◆ **WHAT YOU WILL DO**:
Wherever a line in the records contains the word "strokeRect", return that line.

Start of RECORDS FOR THE EXERCISE

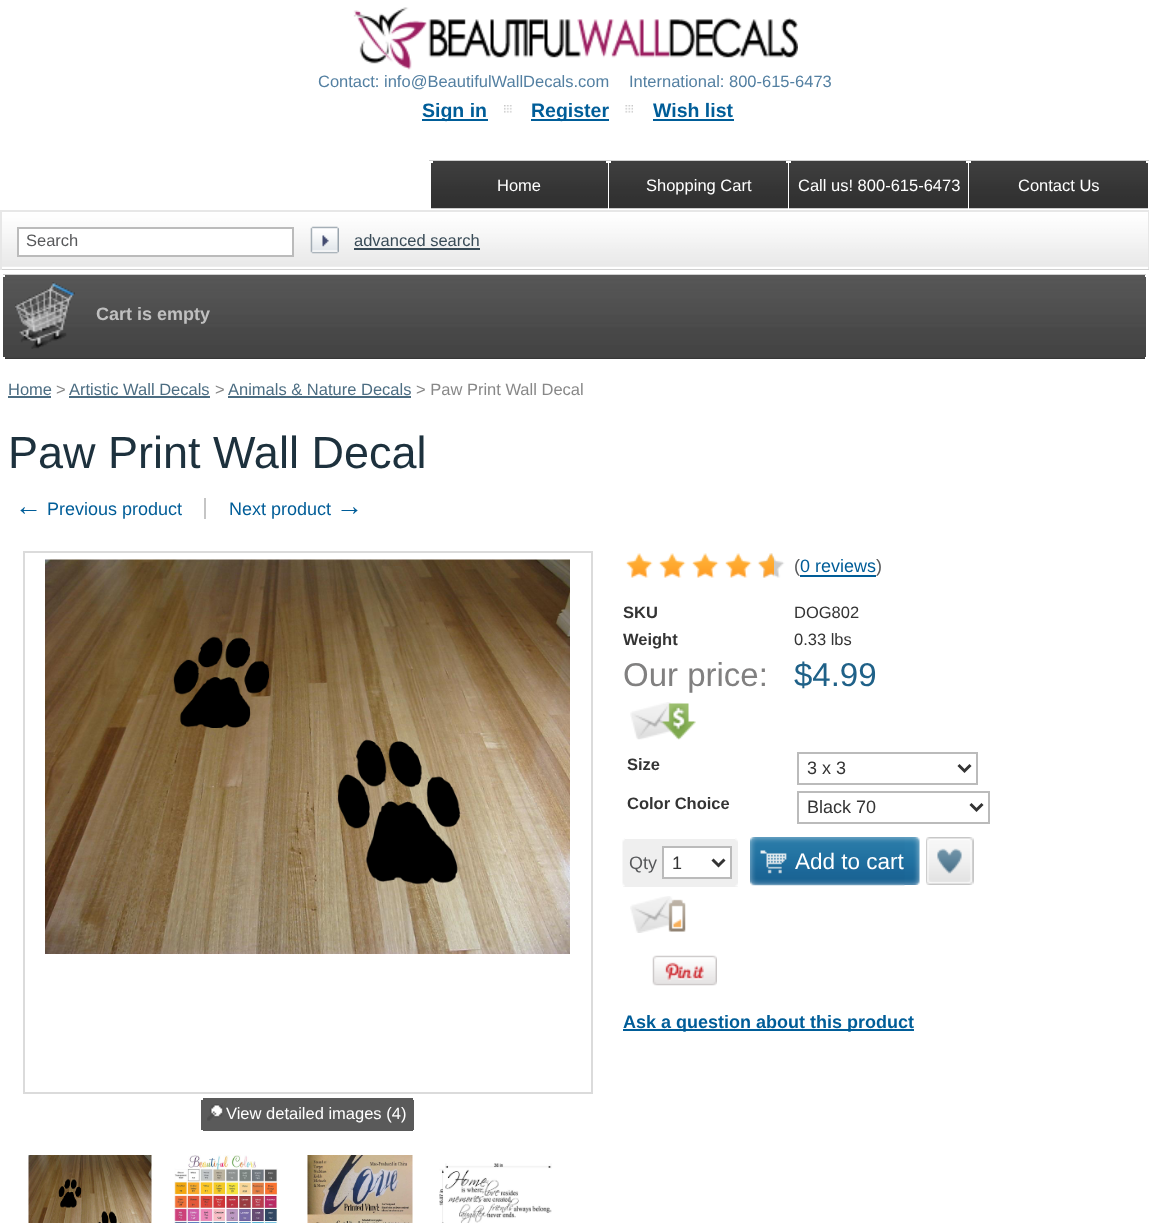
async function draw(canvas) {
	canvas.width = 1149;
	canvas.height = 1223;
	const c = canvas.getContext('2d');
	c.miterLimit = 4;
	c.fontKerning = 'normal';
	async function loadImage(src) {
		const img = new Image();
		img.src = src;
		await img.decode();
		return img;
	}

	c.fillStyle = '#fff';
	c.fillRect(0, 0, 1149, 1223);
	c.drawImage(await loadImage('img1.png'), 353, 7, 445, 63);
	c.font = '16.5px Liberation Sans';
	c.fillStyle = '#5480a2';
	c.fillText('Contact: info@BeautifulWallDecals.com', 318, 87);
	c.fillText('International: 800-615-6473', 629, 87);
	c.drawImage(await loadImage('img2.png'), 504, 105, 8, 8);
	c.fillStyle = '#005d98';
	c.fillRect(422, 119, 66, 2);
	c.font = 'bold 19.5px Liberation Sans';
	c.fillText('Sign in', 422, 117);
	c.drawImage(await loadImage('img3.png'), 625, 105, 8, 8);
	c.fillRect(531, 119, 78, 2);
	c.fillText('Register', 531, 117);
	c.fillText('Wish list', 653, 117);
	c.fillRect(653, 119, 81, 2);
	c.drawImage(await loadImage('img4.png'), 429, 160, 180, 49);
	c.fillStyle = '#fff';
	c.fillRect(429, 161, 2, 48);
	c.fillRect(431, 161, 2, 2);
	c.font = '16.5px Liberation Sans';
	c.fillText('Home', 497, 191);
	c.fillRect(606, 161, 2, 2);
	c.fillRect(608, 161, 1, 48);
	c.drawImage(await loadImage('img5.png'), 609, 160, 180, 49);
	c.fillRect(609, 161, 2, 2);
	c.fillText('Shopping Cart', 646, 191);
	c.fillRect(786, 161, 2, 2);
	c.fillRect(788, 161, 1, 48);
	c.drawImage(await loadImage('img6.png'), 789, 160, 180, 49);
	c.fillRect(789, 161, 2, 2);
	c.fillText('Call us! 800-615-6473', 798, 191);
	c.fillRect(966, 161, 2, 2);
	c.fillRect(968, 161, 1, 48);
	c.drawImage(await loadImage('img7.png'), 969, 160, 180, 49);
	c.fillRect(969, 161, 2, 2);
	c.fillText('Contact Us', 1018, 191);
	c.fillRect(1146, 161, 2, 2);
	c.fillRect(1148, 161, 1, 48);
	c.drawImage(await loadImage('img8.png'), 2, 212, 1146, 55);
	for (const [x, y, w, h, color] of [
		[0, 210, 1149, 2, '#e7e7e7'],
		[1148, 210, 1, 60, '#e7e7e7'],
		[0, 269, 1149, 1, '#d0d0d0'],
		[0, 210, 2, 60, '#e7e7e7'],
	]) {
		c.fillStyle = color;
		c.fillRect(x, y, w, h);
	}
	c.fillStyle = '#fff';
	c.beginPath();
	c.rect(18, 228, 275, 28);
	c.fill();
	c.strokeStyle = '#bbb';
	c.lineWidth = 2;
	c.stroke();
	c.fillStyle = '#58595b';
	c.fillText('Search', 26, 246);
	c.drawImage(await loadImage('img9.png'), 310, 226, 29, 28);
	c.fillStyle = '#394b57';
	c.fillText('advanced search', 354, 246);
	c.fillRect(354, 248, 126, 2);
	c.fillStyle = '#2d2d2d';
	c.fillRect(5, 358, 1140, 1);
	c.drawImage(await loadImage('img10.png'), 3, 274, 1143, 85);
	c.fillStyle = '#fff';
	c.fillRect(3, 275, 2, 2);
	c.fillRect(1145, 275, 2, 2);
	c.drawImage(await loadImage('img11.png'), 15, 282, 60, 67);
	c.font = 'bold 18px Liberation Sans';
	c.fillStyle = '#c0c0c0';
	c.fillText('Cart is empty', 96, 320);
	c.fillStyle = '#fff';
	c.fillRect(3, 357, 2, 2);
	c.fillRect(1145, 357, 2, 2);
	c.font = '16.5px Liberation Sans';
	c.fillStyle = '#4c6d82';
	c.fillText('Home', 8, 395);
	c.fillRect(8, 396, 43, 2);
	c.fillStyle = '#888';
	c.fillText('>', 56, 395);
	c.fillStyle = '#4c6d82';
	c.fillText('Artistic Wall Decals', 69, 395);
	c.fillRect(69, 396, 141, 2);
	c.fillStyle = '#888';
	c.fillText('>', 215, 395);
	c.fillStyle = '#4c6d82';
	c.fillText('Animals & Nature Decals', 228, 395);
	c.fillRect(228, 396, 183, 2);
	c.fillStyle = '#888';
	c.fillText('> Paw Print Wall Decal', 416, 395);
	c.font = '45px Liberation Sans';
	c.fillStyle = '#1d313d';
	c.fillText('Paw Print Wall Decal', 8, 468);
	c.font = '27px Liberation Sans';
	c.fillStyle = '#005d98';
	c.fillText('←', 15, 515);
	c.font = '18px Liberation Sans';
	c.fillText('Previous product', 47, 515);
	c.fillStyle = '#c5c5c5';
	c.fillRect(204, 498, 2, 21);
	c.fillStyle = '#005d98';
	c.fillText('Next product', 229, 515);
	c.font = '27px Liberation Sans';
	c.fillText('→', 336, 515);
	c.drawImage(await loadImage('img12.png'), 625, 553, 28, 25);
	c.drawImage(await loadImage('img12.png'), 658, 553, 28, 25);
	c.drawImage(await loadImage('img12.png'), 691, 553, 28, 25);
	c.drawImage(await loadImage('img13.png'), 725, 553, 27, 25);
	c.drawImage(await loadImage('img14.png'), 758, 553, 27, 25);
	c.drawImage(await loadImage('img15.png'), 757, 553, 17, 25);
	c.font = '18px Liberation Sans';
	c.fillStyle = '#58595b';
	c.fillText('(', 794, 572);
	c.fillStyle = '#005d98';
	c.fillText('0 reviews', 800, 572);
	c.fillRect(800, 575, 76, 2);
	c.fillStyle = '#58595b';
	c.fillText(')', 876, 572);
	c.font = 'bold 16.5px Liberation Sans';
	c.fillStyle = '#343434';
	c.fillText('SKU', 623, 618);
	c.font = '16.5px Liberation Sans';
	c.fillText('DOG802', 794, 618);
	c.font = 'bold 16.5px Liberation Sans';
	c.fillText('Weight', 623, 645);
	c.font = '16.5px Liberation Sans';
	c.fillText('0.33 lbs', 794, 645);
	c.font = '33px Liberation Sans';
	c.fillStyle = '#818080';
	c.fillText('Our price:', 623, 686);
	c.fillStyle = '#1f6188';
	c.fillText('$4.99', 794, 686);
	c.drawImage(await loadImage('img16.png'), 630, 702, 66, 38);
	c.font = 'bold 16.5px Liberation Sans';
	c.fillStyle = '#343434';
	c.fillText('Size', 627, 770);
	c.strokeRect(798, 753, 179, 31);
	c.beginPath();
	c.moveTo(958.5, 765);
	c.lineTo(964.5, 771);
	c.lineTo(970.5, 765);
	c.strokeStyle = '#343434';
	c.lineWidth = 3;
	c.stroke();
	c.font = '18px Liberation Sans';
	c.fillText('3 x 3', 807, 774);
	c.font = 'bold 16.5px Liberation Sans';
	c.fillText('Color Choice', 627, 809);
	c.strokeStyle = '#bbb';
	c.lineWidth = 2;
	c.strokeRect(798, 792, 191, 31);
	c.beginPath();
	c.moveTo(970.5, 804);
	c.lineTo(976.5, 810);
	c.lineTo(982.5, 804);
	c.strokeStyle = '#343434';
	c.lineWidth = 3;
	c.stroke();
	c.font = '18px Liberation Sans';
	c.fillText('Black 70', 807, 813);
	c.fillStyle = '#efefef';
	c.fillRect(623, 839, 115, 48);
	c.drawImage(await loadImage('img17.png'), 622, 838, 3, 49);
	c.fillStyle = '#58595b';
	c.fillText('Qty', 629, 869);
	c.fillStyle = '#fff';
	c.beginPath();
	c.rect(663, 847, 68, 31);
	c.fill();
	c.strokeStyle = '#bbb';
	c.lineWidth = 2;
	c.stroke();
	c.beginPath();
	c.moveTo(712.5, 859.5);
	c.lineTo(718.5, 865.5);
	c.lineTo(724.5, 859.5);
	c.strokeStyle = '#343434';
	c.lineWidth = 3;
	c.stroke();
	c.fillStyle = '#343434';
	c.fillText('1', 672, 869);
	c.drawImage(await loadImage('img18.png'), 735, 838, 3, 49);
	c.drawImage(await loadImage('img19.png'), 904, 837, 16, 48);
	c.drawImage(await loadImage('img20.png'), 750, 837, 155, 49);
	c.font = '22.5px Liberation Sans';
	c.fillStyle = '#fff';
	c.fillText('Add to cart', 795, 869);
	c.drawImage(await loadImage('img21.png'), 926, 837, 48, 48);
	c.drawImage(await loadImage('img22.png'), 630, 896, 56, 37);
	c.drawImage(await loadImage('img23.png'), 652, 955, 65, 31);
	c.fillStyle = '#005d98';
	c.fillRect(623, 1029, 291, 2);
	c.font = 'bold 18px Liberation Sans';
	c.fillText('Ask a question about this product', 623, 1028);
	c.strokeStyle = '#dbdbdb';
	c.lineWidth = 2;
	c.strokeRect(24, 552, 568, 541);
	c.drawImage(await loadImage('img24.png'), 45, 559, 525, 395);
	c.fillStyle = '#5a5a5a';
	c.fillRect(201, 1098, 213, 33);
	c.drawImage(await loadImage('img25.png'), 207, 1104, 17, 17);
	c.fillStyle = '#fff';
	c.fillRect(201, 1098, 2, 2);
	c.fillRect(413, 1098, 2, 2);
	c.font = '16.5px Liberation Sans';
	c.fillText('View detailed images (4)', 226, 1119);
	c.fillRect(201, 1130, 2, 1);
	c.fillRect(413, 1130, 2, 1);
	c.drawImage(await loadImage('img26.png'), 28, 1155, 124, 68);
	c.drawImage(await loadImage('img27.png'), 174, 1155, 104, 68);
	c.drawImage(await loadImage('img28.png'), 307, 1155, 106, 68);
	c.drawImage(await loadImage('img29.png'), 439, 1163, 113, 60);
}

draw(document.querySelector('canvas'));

End of RECORDS FOR THE EXERCISE

◆ **WRITTEN SOLUTION**:
	c.strokeRect(798, 753, 179, 31);
	c.strokeRect(798, 792, 191, 31);
	c.strokeRect(24, 552, 568, 541);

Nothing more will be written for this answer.